75. «Lázaro, nuestro amigo, está dormido; voy a despertarlo». La exhortación el domingo precedente de san Pablo, a despertar a los que se han dormido, encuentra una viva expresión en el último y más grande de los «signos» de Jesús en el cuarto Evangelio: la resurrección de Lázaro. La naturaleza definitiva de la muerte, enfatizada en el hecho de que Lázaro está muerto desde hace cuatro días, parece suponer un obstáculo todavía mayor que el de hacer brotar agua de una roca o devolver la vista a un ciego de nacimiento. No obstante Marta, puesta delante de esta situación, hace una profesión de fe similar a la de Pedro: «Sí, Señor: yo creo que tú eres el Mesías, el Hijo de Dios, el que tenía que venir al mundo». Su fe no está en lo que Dios podría cumplir en el futuro, sino en lo que Dios está cumpliendo ahora: «Yo soy la Resurrección y la vida». Aquel «yo soy», que recorre toda la narración de Juan, clara alusión a la auto-revelación de Dios a Moisés, aparece en los pasajes evangélicos de todos estos domingos. Cuando la samaritana habla del Mesías, Jesús le responde: «Yo soy, el que habla contigo». En la narración del ciego, Jesús dice: «Mientras estoy en el mundo, yo soy la luz del mundo». Y hoy nos dice: «Yo soy la Resurrección y la vida». La clave para recibir esta vida es la fe: «¿Crees esto?». Pero incluso Marta duda después de su ardiente profesión de fe y, cuando Jesús pide que se quite la losa del sepulcro, pone como objeción que ya huele mal. Y es aquí, una vez más, que se recuerda cómo seguir a Cristo es un compromiso que dura toda la vida y, ya sea que nos preparamos a recibir los Sacramentos de la Iniciación dentro de dos semanas, como sea que hemos vivido tantos años como católicos, debemos luchar sin interrupción para reforzar y hacer más profunda nuestra fe en Cristo.

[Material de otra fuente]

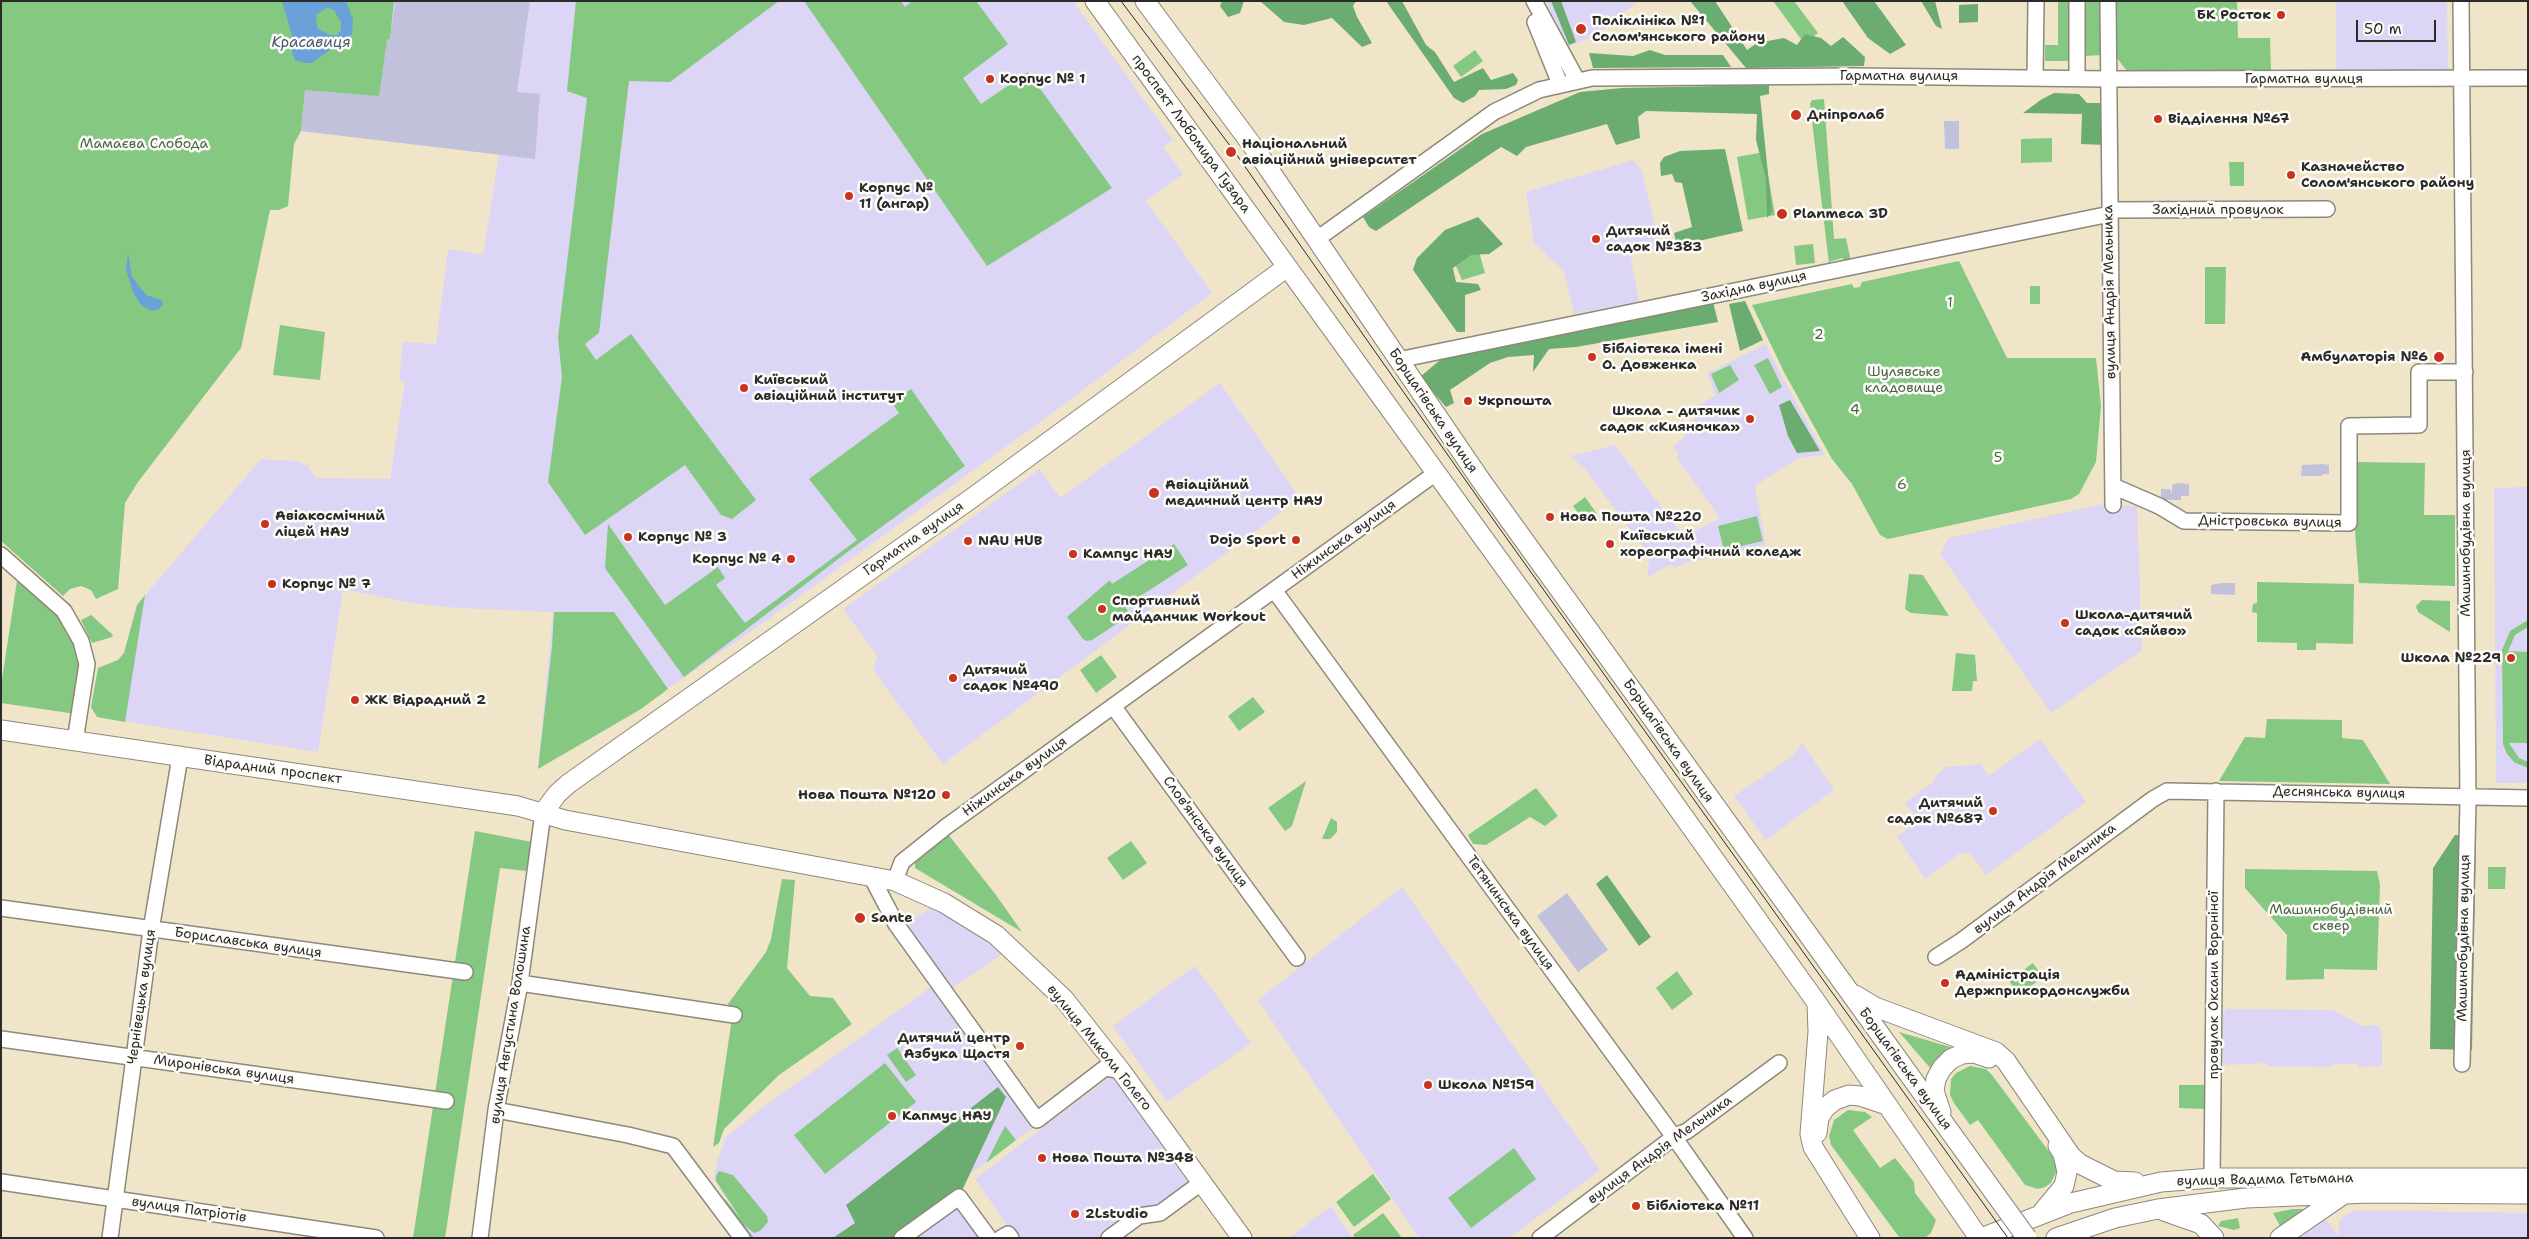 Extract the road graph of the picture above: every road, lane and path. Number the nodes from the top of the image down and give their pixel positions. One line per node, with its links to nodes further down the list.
1 (1095, 1): 18 (main road, проспект Любомира Гузара)
2 (1145, 1): 17 (main road)
3 (2036, 1): 8 (street)
4 (2077, 1): 9 (street)
5 (2108, 1): 11 (street, вулиця Андрія Мельника)
6 (2462, 1): 12 (street, Машинобудівна вулиця)
7 (1535, 3): 13 (street); 14 (street)
8 (2035, 78): 9 (street, Гарматна вулиця); 13 (street, Гарматна вулиця)
9 (2077, 78): 11 (street, Гарматна вулиця)
10 (2528, 78): 12 (street, Гарматна вулиця)
11 (2108, 79): 12 (street, Гарматна вулиця); 16 (street, вулиця Андрія Мельника)
12 (2462, 79): 20 (street, Машинобудівна вулиця)
13 (1576, 80): 14 (street, Гарматна вулиця)
14 (1560, 84): 17 (street, Гарматна вулиця)
15 (2327, 209): 16 (street, Західний провулок)
16 (2110, 212): 19 (street, Західна вулиця); 22 (street, вулиця Андрія Мельника)
17 (1317, 239): 19 (main road, Борщагівська вулиця)
18 (1287, 267): 21 (main road); 34 (main road, Гарматна вулиця)
19 (1398, 360): 43 (main road, Борщагівська вулиця)
20 (2465, 372): 22 (street, Дністровська вулиця); 31 (street, Машинобудівна вулиця)
21 (1436, 473): 25 (street, Ніжинська вулиця); 44 (main road)
22 (2113, 486): 23 (street, вулиця Андрія Мельника)
23 (2113, 505)
24 (1, 555): 28 (street)
25 (1274, 590): 26 (street, Ніжинська вулиця); 55 (street, Тетянинська вулиця)
26 (1114, 706): 36 (street, Ніжинська вулиця); 40 (street, Слов'янська вулиця)
27 (1, 730): 28 (main road, Відрадний проспект)
28 (75, 741): 29 (main road, Відрадний проспект)
29 (180, 757): 34 (main road, Відрадний проспект); 38 (street, Чернівецька вулиця)
30 (2216, 791): 31 (street, Деснянська вулиця); 32 (street, Деснянська вулиця); 56 (street, провулок Оксани Вороніної)
31 (2468, 796): 33 (street, Деснянська вулиця); 49 (street, Машинобудівна вулиця)
32 (2153, 798): 39 (street, вулиця Андрія Мельника)
33 (2528, 798)
34 (544, 813): 35 (main road); 42 (street, вулиця Августина Волошина)
35 (871, 876): 36 (main road); 50 (street)
36 (894, 881): 50 (main road, вулиця Миколи Голего)
37 (1, 908): 38 (street, Бориславська вулиця)
38 (151, 930): 41 (street, Бориславська вулиця); 47 (street, Чернівецька вулиця)
39 (1936, 957)
40 (1297, 958)
41 (465, 972)
42 (520, 983): 45 (street); 53 (street, вулиця Августина Волошина)
43 (1849, 991): 54 (main road, Борщагівська вулиця); 60 (main road)
44 (1817, 1003): 52 (main road); 78 (main road)
45 (734, 1015)
46 (1, 1039): 47 (street, Миронівська вулиця)
47 (133, 1057): 51 (street, Миронівська вулиця); 63 (street, Чернівецька вулиця)
48 (1779, 1063): 55 (street, вулиця Андрія Мельника)
49 (2462, 1064)
50 (1122, 1071): 59 (main road, вулиця Миколи Голего)
51 (446, 1101)
52 (1884, 1104): 79 (main road); 80 (main road)
53 (496, 1110): 66 (street); 69 (street, вулиця Августина Волошина)
54 (1948, 1130): 65 (main road); 81 (main road, Борщагівська вулиця, bridge)
55 (1674, 1137): 76 (street, вулиця Андрія Мельника); 77 (street, Тетянинська вулиця)
56 (2212, 1178): 57 (main road, вулиця Вадима Гетьмана); 60 (main road, вулиця Вадима Гетьмана)
57 (2528, 1178)
58 (1, 1182): 63 (street, вулиця Патріотів)
59 (1201, 1182): 74 (street); 75 (main road, вулиця Миколи Голего)
60 (2161, 1182): 65 (main road, вулиця Вадима Гетьмана)
61 (2346, 1193): 62 (main road, вулиця Вадима Гетьмана); 64 (main road, вулиця Вадима Гетьмана); 84 (main road)
62 (2528, 1194)
63 (116, 1199): 67 (street, Чернівецька вулиця); 68 (street, вулиця Патріотів)
64 (2158, 1209): 82 (main road, вулиця Вадима Гетьмана); 83 (main road)
65 (2042, 1213): 80 (main road, вулиця Вадима Гетьмана)
66 (735, 1236)
67 (110, 1238)
68 (376, 1238)
69 (480, 1238)
70 (902, 1238): 71 (street)
71 (989, 1238)
72 (1001, 1238): 73 (street)
73 (1011, 1238)
74 (1109, 1238)
75 (1242, 1238)
76 (1540, 1238)
77 (1746, 1238)
78 (1870, 1238)
79 (1884, 1238)
80 (1980, 1238)
81 (2026, 1238)
82 (2056, 1238)
83 (2214, 1238)
84 (2280, 1238)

76. La resurrección de Lázaro es el cumplimiento de la promesa de Dios proclamada en la primera lectura por medio del profeta Ezequiel: «Yo mismo abriré vuestros sepulcros, y os haré salir de vuestros sepulcros». El corazón del Misterio Pascual consiste en el hecho de que Cristo ha venido para morir y resucitar de nuevo, para hacer por nosotros exactamente lo que ha hecho por Lázaro: «Desatadlo y dejadlo andar». Él nos libera, no solo de la muerte física sino de tantas otras muertes que nos afligen y nos convierten en ciegos: el pecado, las desventuras, las relaciones interrumpidas. Para nosotros los cristianos es, por tanto, esencial sumergirse de forma continua en su Misterio Pascual. Como proclama el prefacio de este día: «El cual, hombre mortal como nosotros, que lloró a su amigo Lázaro, y Dios y Señor de la vida, que lo levantó del sepulcro, hoy extiende su compasión a todos los hombres y por medio de sus sacramentos los restaura a una nueva vida». El encuentro semanal con el Señor crucificado y resucitado expresa nuestra fe en el hecho de que Él es, aquí y ahora, nuestra resurrección y nuestra vida. Esta convicción es la que nos hace capaces, el domingo siguiente, de acompañarle en su entrada en Jerusalén, diciendo con Tomás: «Vamos también nosotros y muramos con él».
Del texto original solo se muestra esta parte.